3Y Yahweh le dijo: He escuchado tu tefilat y tu plegaria que has hecho en Mi Presencia. Yo consagro esta Bayit que has edificado —pongo allí Mi Shem para siempre. Mis Ojos y Mi Lev estarán allí siempre.
4Y en cuanto a ti, si andas delante de Mí como anduvo tu abba Dawid, con integridad de lev y con rectitud, haciendo todas las cosas que te he mandado, guardando Mis Leyes y Mis Reglas,
5entonces estableceré para siempre el trono de tu maljut sobre Yisrael, como le prometí a tu abba Dawid, diciendo: Nunca terminará tu línea de descendencia sobre el trono de Yisrael.

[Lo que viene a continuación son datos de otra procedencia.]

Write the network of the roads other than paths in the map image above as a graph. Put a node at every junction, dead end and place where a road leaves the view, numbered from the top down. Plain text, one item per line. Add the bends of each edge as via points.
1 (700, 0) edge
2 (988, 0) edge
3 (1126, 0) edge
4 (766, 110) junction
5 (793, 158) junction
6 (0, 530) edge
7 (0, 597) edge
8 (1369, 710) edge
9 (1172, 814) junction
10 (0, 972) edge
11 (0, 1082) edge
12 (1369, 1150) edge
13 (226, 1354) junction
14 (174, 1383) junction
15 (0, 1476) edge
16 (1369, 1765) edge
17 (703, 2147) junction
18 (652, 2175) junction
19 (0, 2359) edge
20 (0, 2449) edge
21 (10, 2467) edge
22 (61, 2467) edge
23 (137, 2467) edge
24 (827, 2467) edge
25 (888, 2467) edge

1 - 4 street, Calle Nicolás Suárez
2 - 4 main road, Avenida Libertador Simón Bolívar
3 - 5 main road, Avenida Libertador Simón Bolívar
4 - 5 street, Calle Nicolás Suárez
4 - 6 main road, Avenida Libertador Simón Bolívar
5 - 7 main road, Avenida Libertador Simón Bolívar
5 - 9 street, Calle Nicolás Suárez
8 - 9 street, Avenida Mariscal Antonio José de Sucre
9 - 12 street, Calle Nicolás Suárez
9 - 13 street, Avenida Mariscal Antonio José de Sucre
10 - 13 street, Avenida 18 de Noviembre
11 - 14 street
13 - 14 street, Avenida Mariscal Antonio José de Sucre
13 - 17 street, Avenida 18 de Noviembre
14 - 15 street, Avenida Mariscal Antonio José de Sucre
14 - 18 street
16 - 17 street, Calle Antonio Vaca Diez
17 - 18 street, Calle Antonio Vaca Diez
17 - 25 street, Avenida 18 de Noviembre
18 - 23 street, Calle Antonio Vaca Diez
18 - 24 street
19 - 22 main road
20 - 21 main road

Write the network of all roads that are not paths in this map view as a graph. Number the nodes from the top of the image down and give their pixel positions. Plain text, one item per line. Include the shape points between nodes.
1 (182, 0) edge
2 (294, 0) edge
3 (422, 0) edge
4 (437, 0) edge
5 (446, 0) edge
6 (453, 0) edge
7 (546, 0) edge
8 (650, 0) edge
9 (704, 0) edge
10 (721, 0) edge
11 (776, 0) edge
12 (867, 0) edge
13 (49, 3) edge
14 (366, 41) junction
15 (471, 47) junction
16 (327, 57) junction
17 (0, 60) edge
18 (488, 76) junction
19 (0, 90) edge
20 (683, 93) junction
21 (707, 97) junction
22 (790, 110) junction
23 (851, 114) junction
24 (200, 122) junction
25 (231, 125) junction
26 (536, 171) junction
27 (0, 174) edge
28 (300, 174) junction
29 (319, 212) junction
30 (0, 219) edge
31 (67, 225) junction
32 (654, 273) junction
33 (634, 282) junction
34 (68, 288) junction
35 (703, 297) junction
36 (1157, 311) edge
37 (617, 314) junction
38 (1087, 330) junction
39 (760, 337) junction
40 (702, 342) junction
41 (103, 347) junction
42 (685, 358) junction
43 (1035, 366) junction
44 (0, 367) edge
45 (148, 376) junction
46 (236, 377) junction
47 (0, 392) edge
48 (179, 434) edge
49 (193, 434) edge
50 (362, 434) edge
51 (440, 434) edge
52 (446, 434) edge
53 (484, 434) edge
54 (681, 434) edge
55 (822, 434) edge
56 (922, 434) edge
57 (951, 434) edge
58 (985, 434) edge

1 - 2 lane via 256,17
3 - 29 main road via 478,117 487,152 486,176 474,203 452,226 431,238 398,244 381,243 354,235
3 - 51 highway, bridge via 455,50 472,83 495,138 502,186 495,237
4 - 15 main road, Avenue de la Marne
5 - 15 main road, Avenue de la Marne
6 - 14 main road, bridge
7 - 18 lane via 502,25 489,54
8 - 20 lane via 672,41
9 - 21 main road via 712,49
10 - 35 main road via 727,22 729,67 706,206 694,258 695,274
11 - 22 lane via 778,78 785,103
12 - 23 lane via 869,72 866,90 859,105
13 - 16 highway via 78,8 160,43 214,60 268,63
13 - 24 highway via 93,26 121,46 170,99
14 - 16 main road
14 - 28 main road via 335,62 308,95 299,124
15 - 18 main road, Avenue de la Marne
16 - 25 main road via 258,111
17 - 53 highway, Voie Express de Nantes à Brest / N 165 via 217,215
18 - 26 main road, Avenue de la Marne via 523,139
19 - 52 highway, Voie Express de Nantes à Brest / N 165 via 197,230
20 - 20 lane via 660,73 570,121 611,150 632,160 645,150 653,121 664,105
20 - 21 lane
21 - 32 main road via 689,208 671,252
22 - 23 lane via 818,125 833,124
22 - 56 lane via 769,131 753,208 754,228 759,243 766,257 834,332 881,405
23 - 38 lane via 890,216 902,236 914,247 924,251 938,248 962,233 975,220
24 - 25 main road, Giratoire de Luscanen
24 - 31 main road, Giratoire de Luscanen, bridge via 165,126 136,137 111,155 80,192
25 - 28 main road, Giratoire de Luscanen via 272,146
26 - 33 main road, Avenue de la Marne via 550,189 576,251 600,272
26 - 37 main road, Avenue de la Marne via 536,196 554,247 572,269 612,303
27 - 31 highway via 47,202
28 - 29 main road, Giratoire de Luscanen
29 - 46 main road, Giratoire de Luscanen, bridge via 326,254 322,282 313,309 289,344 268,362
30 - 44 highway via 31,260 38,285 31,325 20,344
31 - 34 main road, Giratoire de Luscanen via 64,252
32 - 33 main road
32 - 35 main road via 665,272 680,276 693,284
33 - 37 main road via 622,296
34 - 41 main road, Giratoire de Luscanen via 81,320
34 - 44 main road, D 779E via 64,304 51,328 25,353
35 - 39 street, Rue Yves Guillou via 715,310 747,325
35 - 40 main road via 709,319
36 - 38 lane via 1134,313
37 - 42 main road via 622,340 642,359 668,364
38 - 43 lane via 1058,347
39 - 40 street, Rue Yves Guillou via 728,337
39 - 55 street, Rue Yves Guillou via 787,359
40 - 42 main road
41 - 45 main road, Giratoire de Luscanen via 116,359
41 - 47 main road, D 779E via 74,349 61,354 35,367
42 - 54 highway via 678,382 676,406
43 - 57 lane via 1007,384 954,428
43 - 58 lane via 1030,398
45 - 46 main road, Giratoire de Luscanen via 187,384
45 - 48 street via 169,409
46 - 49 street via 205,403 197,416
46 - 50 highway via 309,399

6Pero si ustedes y sus descendientes se apartan de Mí y no guardan los Mitzvot y las Leyes que he puesto delante de ustedes, y se van y sirven a otros elohim y los adoran,
7entonces eliminaré a Yisrael del suelo que les he dado; rechazaré la Bayit que he Consagrado para Mi Shem, e Yisrael se convertirá en refrán y en insulto entre todos los pueblos.
8Y en cuanto a esta Bayit, que es sublime, todo el que pase por ella se asombrará y silbará. Y cuando pregunten: ¿Por qué Yahweh le ha hecho eso a esta tierra y a esta Bayit?
9Les responderán: Porque abandonaron a Yahweh su Elohé que libró a sus padres de la tierra de Mitzraim, y se aferraron a otras deidades para adorarlas y servirles; por eso Yahweh ha traído sobre ellos toda esta calamidad.
10Al cabo de veinte años, durante los cuales Slomoj había construido los dos edificios, la Bayit de Yahweh y el palacio real,
11—siendo que Jiram, melej de Tsor, le había proporcionado a Slomoj toda la madera de cedro y de ciprés y el oro que requirió— el melej Slomoj le dio en pago a Jiram veinte ciudades en la región del Galil.
12Pero cuando Jiram salió de Tsor para ver las ciudades que Slomoj le había dado, no le agradaron.
13Y comentó: Ají mío, ¿qué clase de ciudades son éstas que me has dado? Por eso las llamaron la tierra de Kavul1, como es todavía el caso.
14Sin embargo, Jiram le envió al melej ciento veinte talentos de oro.
15Este fue el propósito del trabajo forzado que impuso el melej Slomoj: fue para edificar la Bayit de Yahweh, su propio palacio, el Miló, la muralla de Yahrushalaim y para fortificar a Hazor, a Meguidó y a Guézer.
16—El Parot, melej de Mitzraim, había subido y capturado a Guézer, y la había incendiado; había dado muerte a los kenaanim que habitaban en la ciudad y la había dado como dote matrimonial a su bat, la esposa de Slomoj—.
17Así que Slomoj fortificó a Guézer, a BetJorón Baja,
18a Baalat, a Tadmor en el midbar del país;
19y a todas las ciudades almacenes que tenía Slomoj, las ciudades para los carros y las ciudades para los jinetes todo lo que Slomoj se propuso edificar en Yahrushalaim, en el Levanón y en toda el territorio que gobernaba.
20A todo el pueblo que había quedado de los emorim, jitím, perizzim, jiwim y yevusim, que no eran de la estirpe yisraelí,
21sino sus descendientes que habían quedado después de ellos en la tierra, a quienes los yisraelim no pudieron exterminar, Slomoj los sometió a servidumbre laboral, como es todavía el caso.
22Pero a ninguno de los benei de Yisrael sometió a servidumbre; ellos servían más bien como guerreros y como sus servidores, sus oficiales, sus comandantes, como jefes de sus carros y sus jinetes.
24Tan pronto como la bat del Parot subió de la Ciudad de Dawid al palacio que Slomoj le había edificado, edificó el Miló.
25Slomoj solía presentar ofrendas quemadas y sacrificios de bienestar tres veces al año sobre el Altar que había edificado para Yahweh, y solía ofrecer incienso en el Altar que estaba delante de Yahweh. Y mantenía la Bayit reparada.
26El melej Slomoj también construyó una flota en EtsyónGuéber, que está junto a Elot, a orillas del Mar de los Juncos, en la tierra de Edom.
27Jiram envió en la flota a sus siervos, marineros con experiencia en el mar, para que sirvieran con los hombres de Slomoj.
28Estos fueron a Ofir y obtuvieron de allí cuatrocientos veinte talentos de oro, y se los entregaron al melej Slomoj.